Коагуляционный фактор XIII (FXIII) - энзим, ответственный за конечную стадию в каскаде коагуляции крови человека [14, 36]. Гиперпродукция фактора XIII ассоциируется с развитием тромбозов.

В работе M. Moster [43] отмечены связи разной силы между тем или иным наследственным дефектом в системе гемостаза и развитием инсульта (табл. 4).

Риск развития тромбозов, связанный с генетической предрасположенностью, значительно возрастает как при сочетании с другими генетическими дефектами, так и при ситуациях, сопровождающихся развитием гиперкоагуляции. Особенно высокий риск тромбоза наблюдается при сочетании генетически детерминированного дефицита протеинов С и S с фактором V Лейдена на фоне беременности, в послеродовом периоде, при длительной иммобилизации, больших хирургических вмешательствах и обширных травмах.

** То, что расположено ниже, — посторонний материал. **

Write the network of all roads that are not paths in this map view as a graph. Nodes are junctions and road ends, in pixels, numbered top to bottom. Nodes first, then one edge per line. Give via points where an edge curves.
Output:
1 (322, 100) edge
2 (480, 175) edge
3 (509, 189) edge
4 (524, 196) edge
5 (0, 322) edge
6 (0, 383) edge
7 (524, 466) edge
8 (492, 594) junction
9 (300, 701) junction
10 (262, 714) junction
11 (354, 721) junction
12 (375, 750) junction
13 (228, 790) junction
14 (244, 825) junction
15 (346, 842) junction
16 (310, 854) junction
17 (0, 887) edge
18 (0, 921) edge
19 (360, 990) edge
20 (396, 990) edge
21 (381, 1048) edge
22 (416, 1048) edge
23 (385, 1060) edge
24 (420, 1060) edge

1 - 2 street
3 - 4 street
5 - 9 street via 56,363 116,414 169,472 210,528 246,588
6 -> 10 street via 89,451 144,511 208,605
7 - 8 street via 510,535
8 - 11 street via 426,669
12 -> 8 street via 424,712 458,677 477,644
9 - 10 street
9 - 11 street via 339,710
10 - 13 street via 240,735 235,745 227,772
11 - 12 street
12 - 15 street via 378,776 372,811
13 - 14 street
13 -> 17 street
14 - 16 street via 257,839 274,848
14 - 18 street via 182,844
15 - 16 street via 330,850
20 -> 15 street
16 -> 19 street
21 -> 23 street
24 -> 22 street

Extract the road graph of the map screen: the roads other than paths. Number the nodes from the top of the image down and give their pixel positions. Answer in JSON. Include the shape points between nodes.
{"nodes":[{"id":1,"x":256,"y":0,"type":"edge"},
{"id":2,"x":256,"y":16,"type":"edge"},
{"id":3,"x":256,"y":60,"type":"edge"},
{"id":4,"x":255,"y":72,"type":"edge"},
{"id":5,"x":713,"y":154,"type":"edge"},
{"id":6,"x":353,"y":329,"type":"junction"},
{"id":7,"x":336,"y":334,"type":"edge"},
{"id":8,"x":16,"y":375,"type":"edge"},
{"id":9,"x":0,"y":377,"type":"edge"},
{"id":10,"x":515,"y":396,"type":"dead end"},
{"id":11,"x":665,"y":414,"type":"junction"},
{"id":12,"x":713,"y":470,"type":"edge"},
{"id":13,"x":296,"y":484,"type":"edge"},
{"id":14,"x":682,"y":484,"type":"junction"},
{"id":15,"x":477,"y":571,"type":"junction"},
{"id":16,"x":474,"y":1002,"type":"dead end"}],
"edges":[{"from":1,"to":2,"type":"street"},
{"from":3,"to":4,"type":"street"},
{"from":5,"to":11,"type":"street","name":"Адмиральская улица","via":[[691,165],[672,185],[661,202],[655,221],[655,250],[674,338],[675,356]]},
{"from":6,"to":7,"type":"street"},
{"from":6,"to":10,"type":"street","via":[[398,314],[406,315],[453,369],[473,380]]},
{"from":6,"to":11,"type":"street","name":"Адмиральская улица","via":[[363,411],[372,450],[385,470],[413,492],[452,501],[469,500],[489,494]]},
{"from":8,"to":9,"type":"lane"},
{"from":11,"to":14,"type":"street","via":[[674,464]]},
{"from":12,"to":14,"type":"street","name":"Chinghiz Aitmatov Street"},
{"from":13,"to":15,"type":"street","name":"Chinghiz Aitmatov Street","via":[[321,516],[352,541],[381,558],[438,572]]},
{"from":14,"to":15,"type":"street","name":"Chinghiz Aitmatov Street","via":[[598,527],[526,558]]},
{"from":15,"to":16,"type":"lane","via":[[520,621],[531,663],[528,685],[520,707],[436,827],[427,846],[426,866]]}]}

Таким образом, изучение полиморфизмов генов, отвечающих за работу гемостаза, является одной из наиболее актуальных задач современной ангиологии. Исследование структурных полиморфизмов генов тромбофилических состояний, установление связи между носительством определенных аллелей полиморфных участков, риском развития и течением ишемического инсульта позволяет выявить лиц с повышенным генетическим риском мозгового инсульта, что необходимо для улучшения прогноза и течения цереброваскулярных заболеваний.